Die SelectItems bestehen jeweils aus einem label und einem InputOption-Objekt als value. (Ich habe das ganze auch mit einer HashMap<String,InputOption> versucht, es passiert genau das selbe).

Nun ist es so, dass die labels in der Listbox korrekt angezeit werden, die Form wird beim Drücken des buttons aber gar nicht erst submitted, der button klickt nur und die webseite bleibt statisch. Jetzt das kuriose: ändere ich die setSelectedOption-Methode so, dass sie statt InputOption einfach "Object" als parameter nimmt, funktioniert die Navigation einwandfrei, d.h. meinem bean wird wohl nicht wie gedacht ein InputOption-Objekt übergeben... lasse ich übrigens dann Object.toString() ausgeben, bekomme ich 
sowas wie "InputOption@26faf2", hm.

Kann es also sein, dass hier nur manche Objekte unterstützt werden, wie Strings und Integers? Laut CoreJSF sollte es mit allen funktionieren 

Verzweifelte Grüße,

Zockrates


----------



## Prismapanda (4. Sep 2009)

Es werden alle Objekte unterstützt, solange du jsf sagst, wie es das Objekt im Quelltext darstellen soll.
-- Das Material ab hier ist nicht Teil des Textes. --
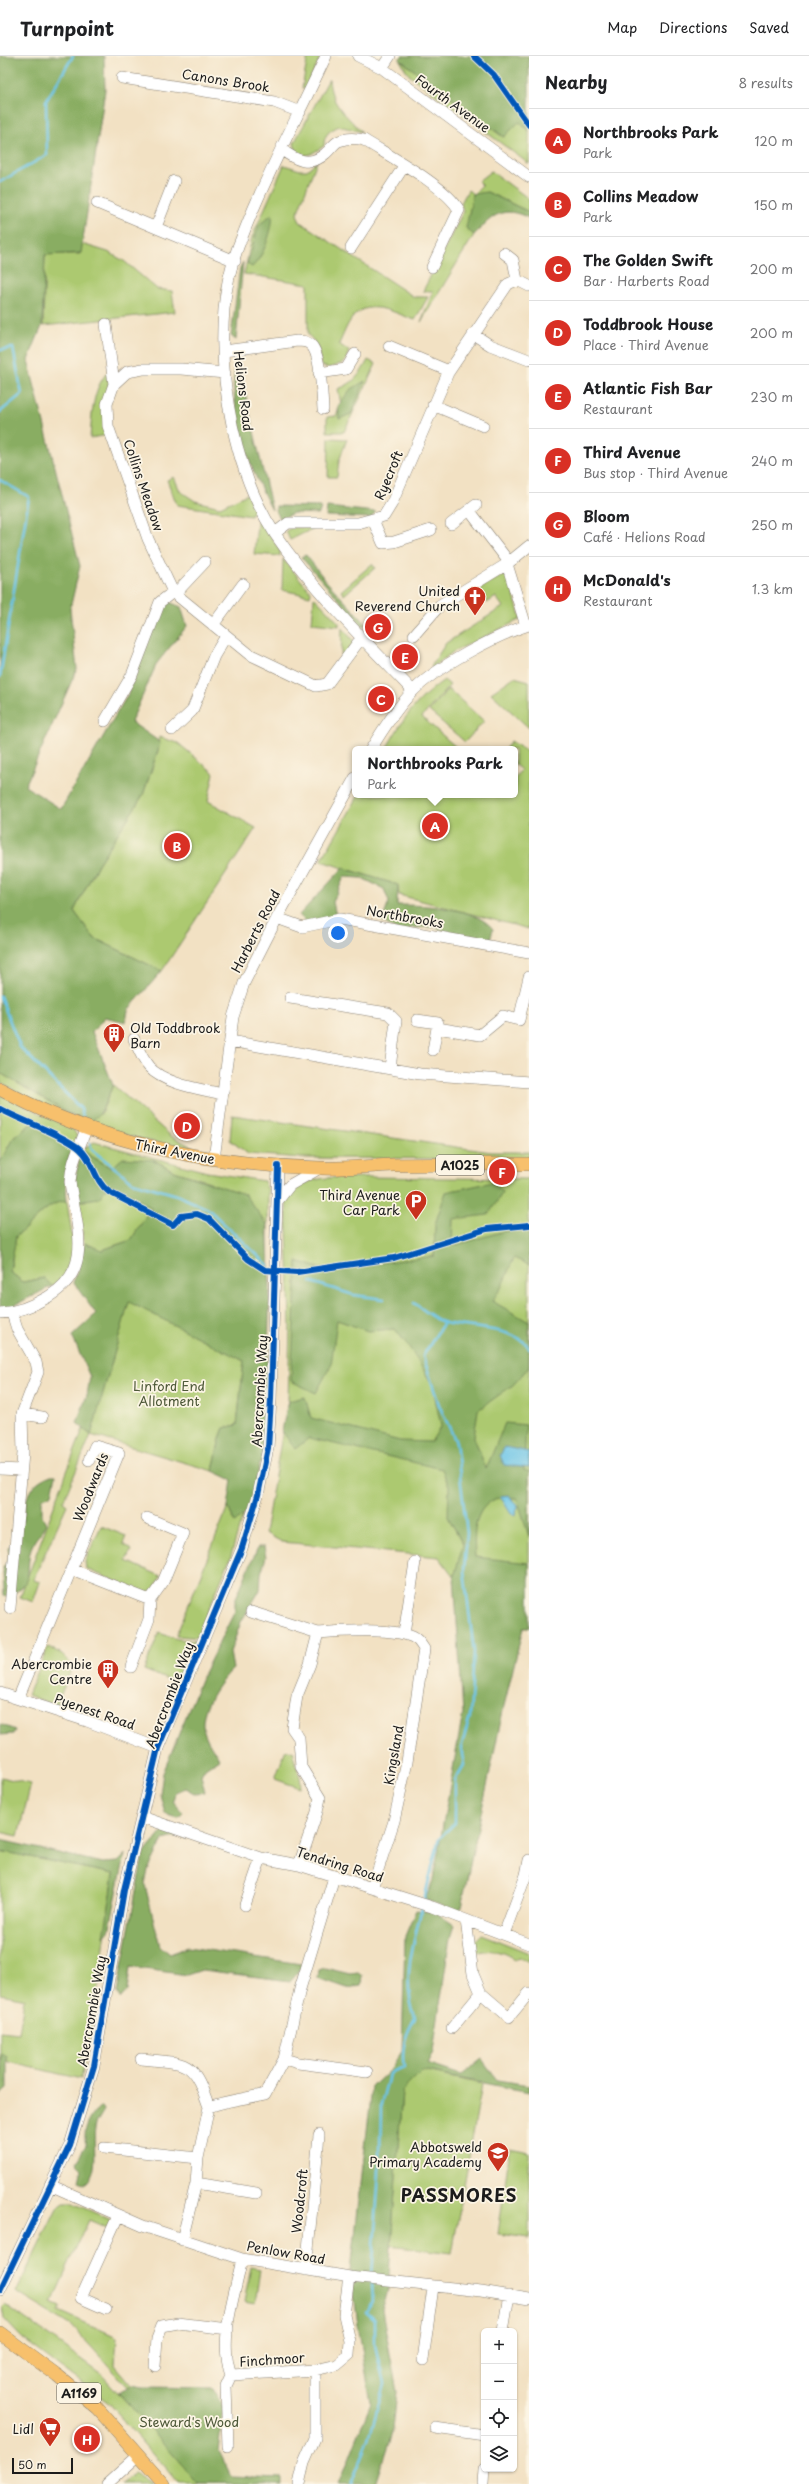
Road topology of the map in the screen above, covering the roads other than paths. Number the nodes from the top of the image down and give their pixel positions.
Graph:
1 (326, 56) edge
2 (358, 56) edge
3 (390, 56) edge
4 (382, 68) junction
5 (122, 78) dead end
6 (300, 112) junction
7 (281, 149) junction
8 (404, 166) junction
9 (529, 177) edge
10 (174, 181) dead end
11 (97, 203) dead end
12 (156, 227) junction
13 (351, 248) dead end
14 (504, 254) dead end
15 (235, 261) junction
16 (432, 266) dead end
17 (517, 280) junction
18 (529, 286) edge
19 (106, 324) dead end
20 (473, 334) junction
21 (389, 346) dead end
22 (224, 351) junction
23 (355, 354) dead end
24 (529, 360) edge
25 (449, 371) junction
26 (225, 373) junction
27 (320, 373) junction
28 (114, 384) junction
29 (433, 405) junction
30 (323, 409) dead end
31 (483, 426) dead end
32 (373, 520) junction
33 (451, 524) dead end
34 (431, 530) dead end
35 (275, 534) junction
36 (529, 546) edge
37 (204, 562) dead end
38 (508, 563) junction
39 (244, 584) dead end
40 (174, 593) junction
41 (213, 625) junction
42 (528, 626) edge
43 (414, 635) dead end
44 (226, 636) junction
45 (362, 637) junction
46 (412, 691) junction
47 (105, 721) dead end
48 (172, 730) dead end
49 (373, 746) edge
50 (352, 783) edge
51 (277, 918) junction
52 (529, 953) edge
53 (529, 977) edge
54 (290, 998) dead end
55 (417, 1020) dead end
56 (437, 1028) junction
57 (134, 1039) dead end
58 (230, 1041) junction
59 (433, 1050) dead end
60 (390, 1068) junction
61 (529, 1082) edge
62 (0, 1089) edge
63 (222, 1094) junction
64 (86, 1129) junction
65 (214, 1159) junction
66 (529, 1164) edge
67 (278, 1166) junction
68 (320, 1168) junction
69 (278, 1200) junction
70 (0, 1313) edge
71 (12, 1313) junction
72 (22, 1414) junction
73 (42, 1417) dead end
74 (89, 1460) dead end
75 (0, 1469) edge
76 (21, 1470) junction
77 (147, 1518) dead end
78 (415, 1562) dead end
79 (71, 1568) junction
80 (150, 1600) junction
81 (10, 1608) dead end
82 (252, 1612) dead end
83 (318, 1633) junction
84 (404, 1634) junction
85 (130, 1667) dead end
86 (0, 1693) edge
87 (18, 1699) junction
88 (158, 1748) junction
89 (142, 1817) junction
90 (261, 1858) junction
91 (529, 1860) edge
92 (299, 1865) junction
93 (334, 1877) junction
94 (372, 1888) junction
95 (245, 1906) dead end
96 (466, 1920) junction
97 (504, 1934) junction
98 (529, 1944) edge
99 (481, 1993) junction
100 (529, 1993) edge
101 (452, 2028) dead end
102 (141, 2059) dead end
103 (284, 2059) junction
104 (367, 2072) dead end
105 (209, 2107) junction
106 (320, 2135) dead end
107 (104, 2148) dead end
108 (198, 2158) junction
109 (196, 2183) junction
110 (50, 2185) junction
111 (256, 2193) dead end
112 (118, 2216) junction
113 (182, 2240) junction
114 (242, 2259) junction
115 (306, 2270) junction
116 (349, 2277) junction
117 (433, 2287) junction
118 (0, 2290) edge
119 (509, 2295) junction
120 (529, 2299) edge
121 (106, 2309) dead end
122 (504, 2328) edge
123 (228, 2329) junction
124 (0, 2333) edge
125 (5, 2342) edge
126 (423, 2360) dead end
127 (155, 2366) dead end
128 (315, 2370) junction
129 (231, 2375) junction
130 (435, 2428) dead end
131 (481, 2435) edge
132 (228, 2446) dead end
133 (139, 2455) junction
134 (484, 2472) edge
135 (107, 2484) edge
136 (164, 2484) edge
137 (299, 2484) edge
138 (484, 2484) edge

1 - 6 street, Helions Road
2 - 4 street, Fourth Avenue
3 - 4 street
4 - 9 street, Fourth Avenue
5 - 6 street, Canons Brook
6 - 7 street, Helions Road
7 - 8 street
7 - 15 street, Helions Road
8 - 13 street
8 - 16 street
10 - 12 street
11 - 12 street
12 - 15 street
14 - 17 street
15 - 22 street, Helions Road
17 - 18 street
17 - 20 street, Ryecroft
19 - 28 street, Collins Meadow
20 - 24 street
20 - 25 street, Ryecroft
21 - 25 street
22 - 26 street, Helions Road
22 - 27 street
23 - 27 street
25 - 29 street, Ryecroft
26 - 28 street
26 - 35 street, Helions Road
27 - 30 street
28 - 40 street, Collins Meadow
29 - 31 street
29 - 32 street, Ryecroft
32 - 34 street
32 - 35 street, Ryecroft
33 - 38 street
35 - 45 street, Helions Road
36 - 38 street
37 - 40 street
38 - 42 street
38 - 43 street
39 - 41 street
40 - 41 street, Collins Meadow
40 - 47 street
41 - 44 street, Collins Meadow
42 - 46 street
44 - 45 street, Collins Meadow
44 - 48 street
45 - 46 street, Helions Road
46 - 49 street
50 - 51 street, Harberts Road
51 - 52 street, Northbrooks
51 - 58 street, Harberts Road
53 - 56 street
54 - 60 street
55 - 56 street
56 - 59 street
57 - 63 street
58 - 60 street
58 - 63 street, Harberts Road
60 - 61 street
62 - 64 main road, Third Avenue / A1025
63 - 65 street, Harberts Road
64 - 65 main road, Third Avenue / A1025
64 - 71 street
65 - 67 main road, Third Avenue / A1025
66 - 68 main road, Third Avenue / A1025
67 - 68 main road, Third Avenue / A1025
67 - 69 street, Abercrombie Way
68 - 69 street
69 - 88 street, Abercrombie Way
70 - 71 street
71 - 72 street
72 - 73 street
72 - 76 street
74 - 79 street, Woodwards
75 - 76 street
76 - 81 street
77 - 80 street
78 - 84 street
79 - 80 street
79 - 87 street, Woodwards
80 - 85 street
82 - 83 street, Kingsland
83 - 84 street, Kingsland
83 - 92 street
84 - 94 street, Kingsland
86 - 87 street, Pyenest Road
87 - 88 street, Pyenest Road
88 - 89 street, Abercrombie Way
89 - 90 street, Tendring Road
89 - 110 street, Abercrombie Way
90 - 92 street, Tendring Road
90 - 95 street
91 - 97 street
92 - 93 street, Tendring Road
93 - 94 street, Tendring Road
93 - 103 street
94 - 96 street, Tendring Road
96 - 97 street, Tendring Road
96 - 99 street
97 - 98 street, Tendring Road
99 - 100 street
99 - 101 street
102 - 105 street
103 - 104 street
103 - 105 street
105 - 108 street
106 - 115 street, Woodcroft
107 - 108 street
108 - 109 street
109 - 111 street
109 - 113 street
110 - 112 street, Penlow Road
110 - 118 street, Abercrombie Way
112 - 113 street, Penlow Road
112 - 121 street
113 - 114 street, Penlow Road
114 - 115 street, Penlow Road
114 - 123 street, Finchmoor
115 - 116 street, Penlow Road
116 - 117 street, Penlow Road
116 - 128 street, Finchmoor
117 - 119 street, Penlow Road
117 - 126 street
119 - 120 street, Penlow Road
119 - 122 street
123 - 127 street
123 - 129 street, Finchmoor
124 - 125 main road, A1169
125 - 133 main road, A1169
128 - 129 street, Finchmoor
128 - 137 street, Finchmoor
129 - 132 street, Finchmoor
130 - 131 street
133 - 135 street
133 - 136 main road, A1169
134 - 138 street

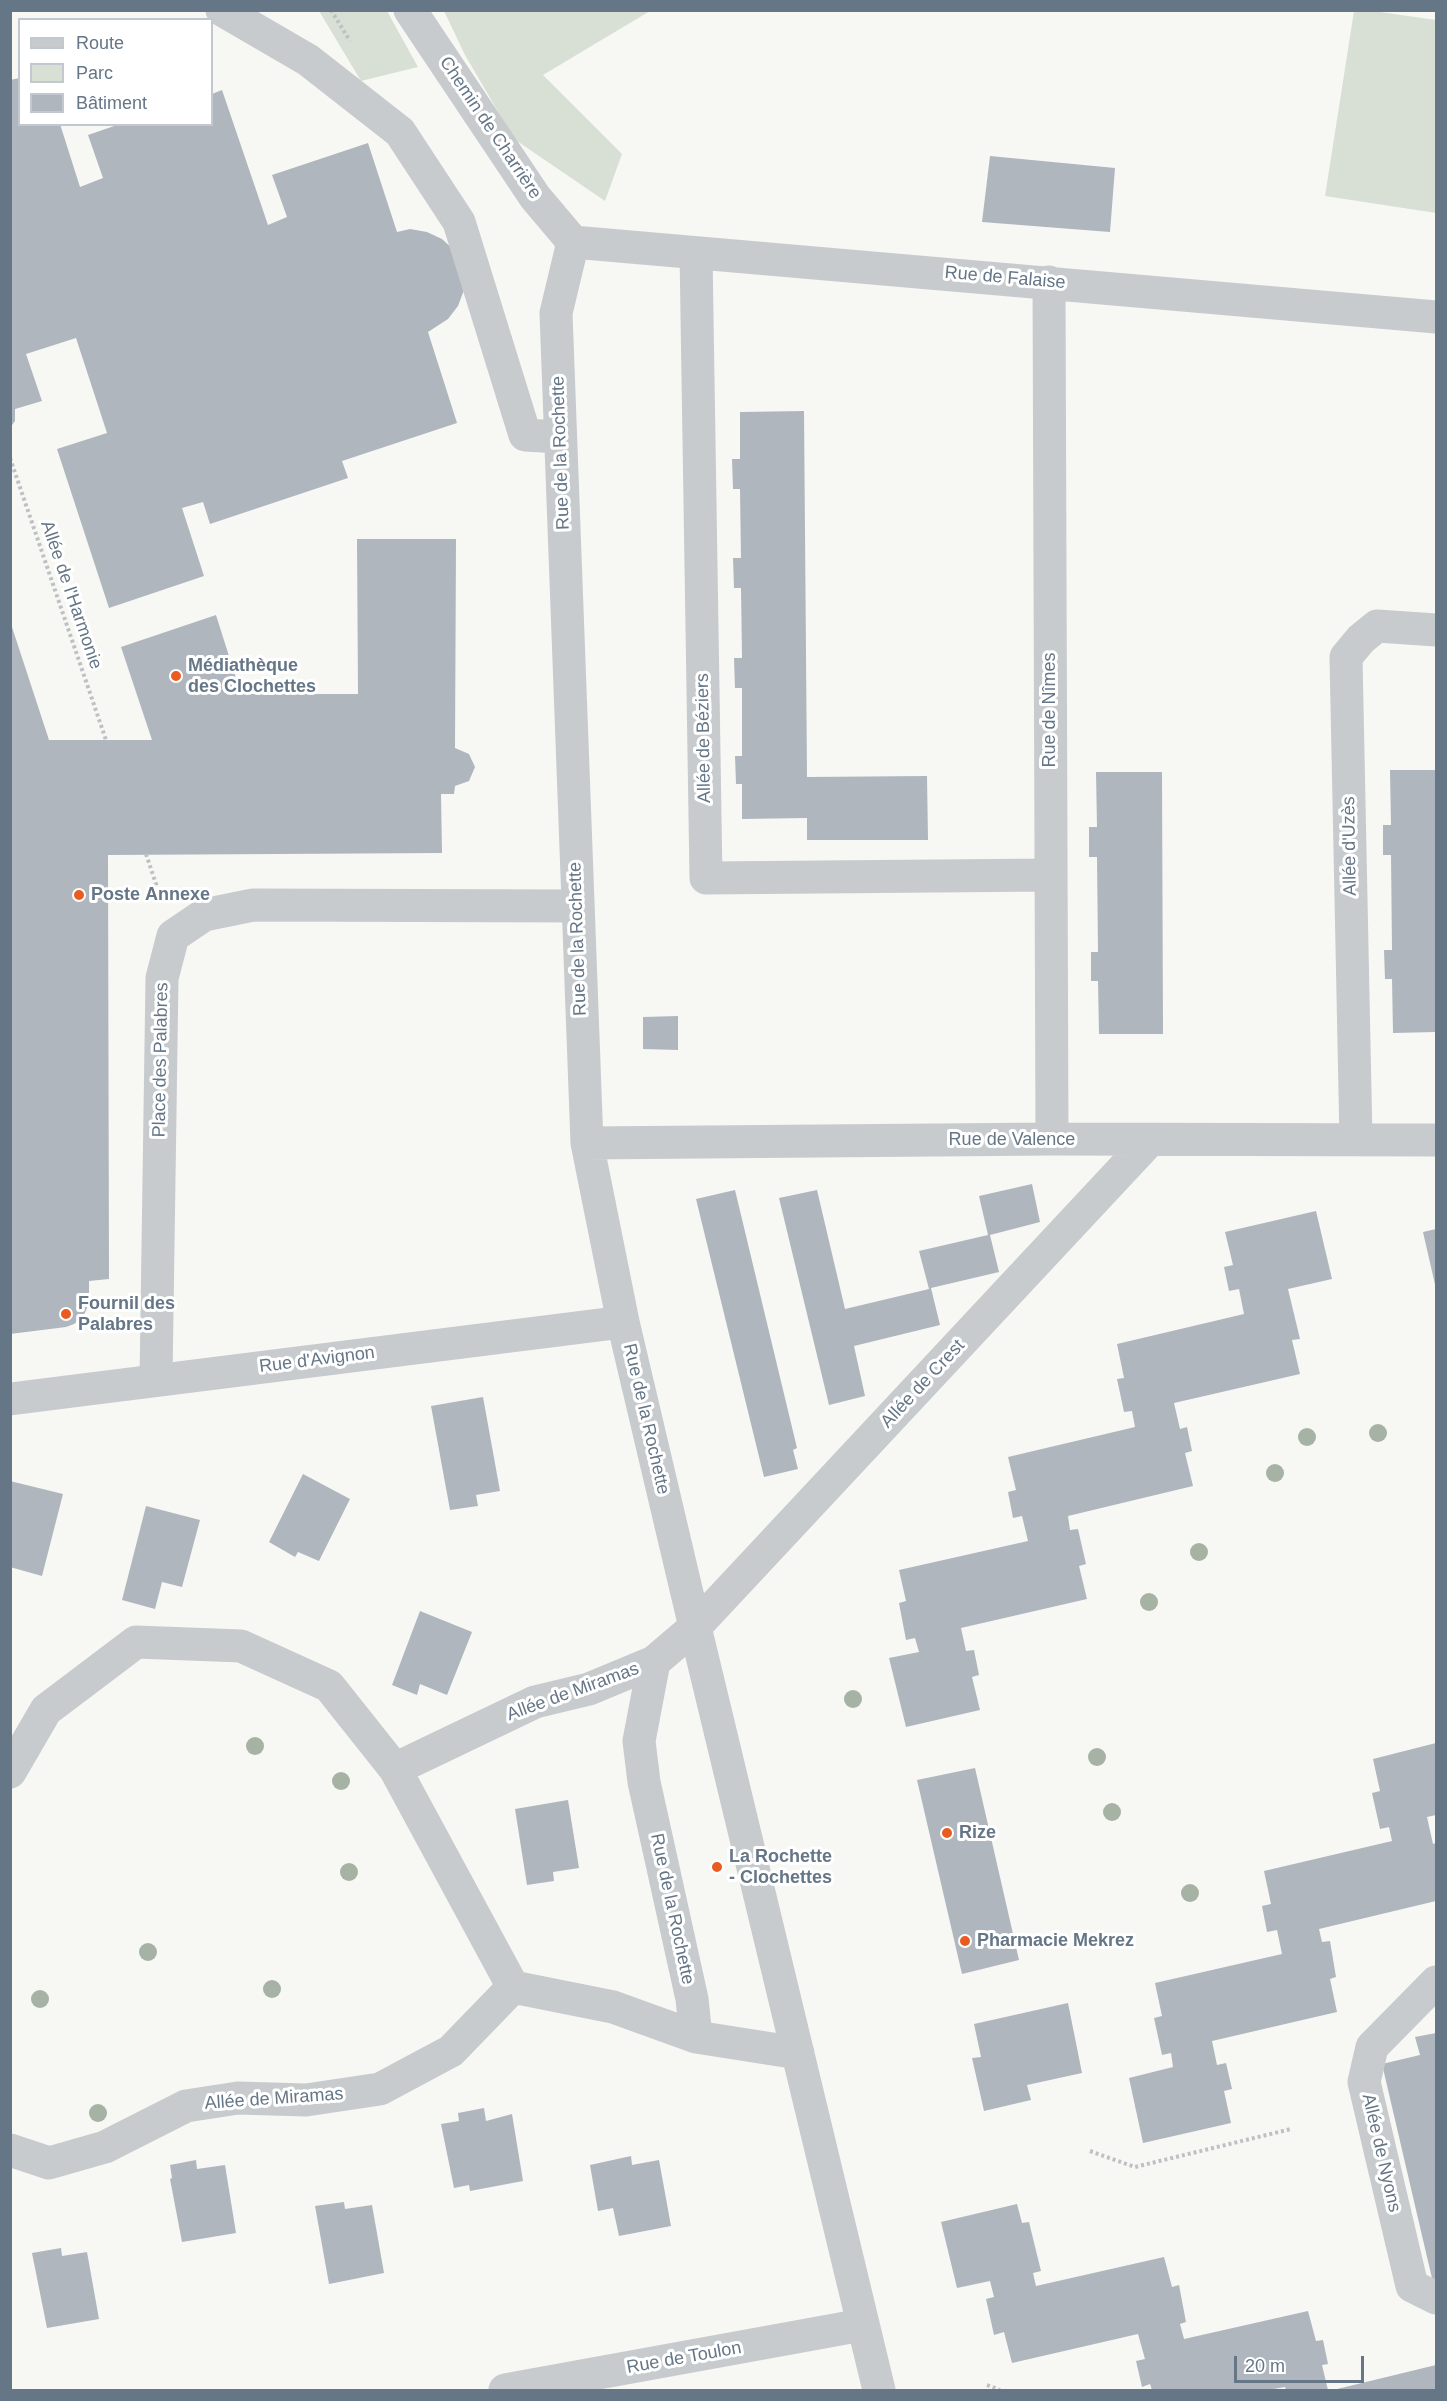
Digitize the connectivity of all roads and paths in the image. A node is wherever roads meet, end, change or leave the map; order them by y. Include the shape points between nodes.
1 (222, 10) edge
2 (410, 10) edge
3 (573, 242) junction
4 (696, 253) junction
5 (1049, 282) junction
6 (1437, 317) edge
7 (560, 437) junction
8 (10, 458) edge
9 (1437, 630) edge
10 (106, 740) dead end
11 (1050, 875) junction
12 (576, 906) junction
13 (1052, 1139) junction
14 (1150, 1140) junction
15 (1356, 1140) junction
16 (1437, 1140) edge
17 (587, 1143) junction
18 (623, 1322) junction
19 (156, 1380) junction
20 (10, 1399) edge
21 (695, 1627) junction
22 (654, 1662) junction
23 (395, 1768) junction
24 (10, 1772) edge
25 (1437, 1982) edge
26 (513, 1987) junction
27 (696, 2037) junction
28 (798, 2053) junction
29 (1291, 2129) dead end
30 (10, 2150) edge
31 (1090, 2151) dead end
32 (1437, 2298) edge
33 (862, 2325) junction
34 (987, 2385) dead end
35 (505, 2391) edge
36 (879, 2391) edge
37 (1000, 2391) edge

1 - 7 street via 308,60 400,132 459,222 525,435
2 - 3 street, Chemin de Charrière via 535,197
3 - 4 street, Rue de Falaise
3 - 7 street, Rue de la Rochette via 556,313
4 - 5 street, Rue de Falaise
4 - 11 street, Allée de Béziers via 706,878
5 - 6 street, Rue de Falaise
5 - 11 street, Rue de Nîmes
7 - 12 street, Rue de la Rochette
8 - 10 path, Allée de l'Harmonie
9 - 15 street, Allée d'Uzès via 1377,626 1346,657
11 - 13 street, Rue de Nîmes
12 - 17 street, Rue de la Rochette
12 - 19 street, Place des Palabres via 254,905 204,915 173,936 162,978
13 - 14 street, Rue de Valence
13 - 17 street, Rue de Valence
14 - 15 street, Rue de Valence
14 - 21 street, Allée de Crest
15 - 16 street, Rue de Valence
17 - 18 street, Rue de la Rochette
18 - 19 street, Rue d'Avignon
18 - 21 street, Rue de la Rochette
19 - 20 street, Rue d'Avignon
21 - 22 street
21 - 28 street, Rue de la Rochette
22 - 23 street, Allée de Miramas via 589,1689 535,1702
22 - 27 street, Rue de la Rochette via 639,1741 644,1782 692,1999
23 - 24 street via 329,1686 242,1646 136,1641 46,1710
23 - 26 street
25 - 32 street, Allée de Nyons via 1372,2048 1364,2082 1413,2286
26 - 27 street via 613,2007
26 - 30 street, Allée de Miramas via 451,2051 380,2089 306,2100 238,2098 186,2106 105,2146 49,2163
27 - 28 street
28 - 33 street, Rue de la Rochette
29 - 31 path via 1135,2167
33 - 35 street, Rue de Toulon
33 - 36 street, Rue de la Rochette
34 - 37 path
Bei Strings und Integers ist das eindeutig, bei eigenen bzw. komplexen Objekten dagegen nicht.
Das ganze nennt sich dann Converter. Der Converter muss das gleichnamige Interface implementieren, dann in der faces-config eingebunden werden und kann dann mit dem <f:converter /> Tag in das selectOne Tag eingehängt werden.
Du musst halt bedenken, dass du nicht einfach beliebige Objekte in HTML pressen kannst. Eigentlich hätte es da ne Fehlermeldung geben müssen, allein dann wenn der submit Button nicht submitted. Welche JSF Implementierung benutzt du bzw. hast du Fehlermeldungen aufm Schirm? Die Objekte werden wohl deshalb richtig angezeigt, weil du  im SelectItem das Label richtig gesetzt hast. Nur ist der value halt "konvertierungsbedürftig"...


----------



## Zockrates (4. Sep 2009)

Danke für die schnelle Antwort!
Ich werde mir jetzt wohl das Kapitel über Custom Converters zu Gemüte führen, mal sehen ob ich es dann hinbekomme. Ich habe soeben gemerkt, dass ModellbahnerTT in seinem Thread "JSF selectOneMenu" das selbe Problem hat wie ich, die Antworten helfen mir bestimmt auch weiter. Ich melde mich wieder, wenn es (hoffentlich) funktioniert.

p.s. Ich verwende die neueste Eclipse Java EE IDE mit Glassfish... Fehlermeldungen habe ich eigentlich keine bekommen, ich wüsste prinzipiell auch gar nicht, wo ich diese nachzuschlagen hätte? in den log-Files?

thx,
Zockrates


----------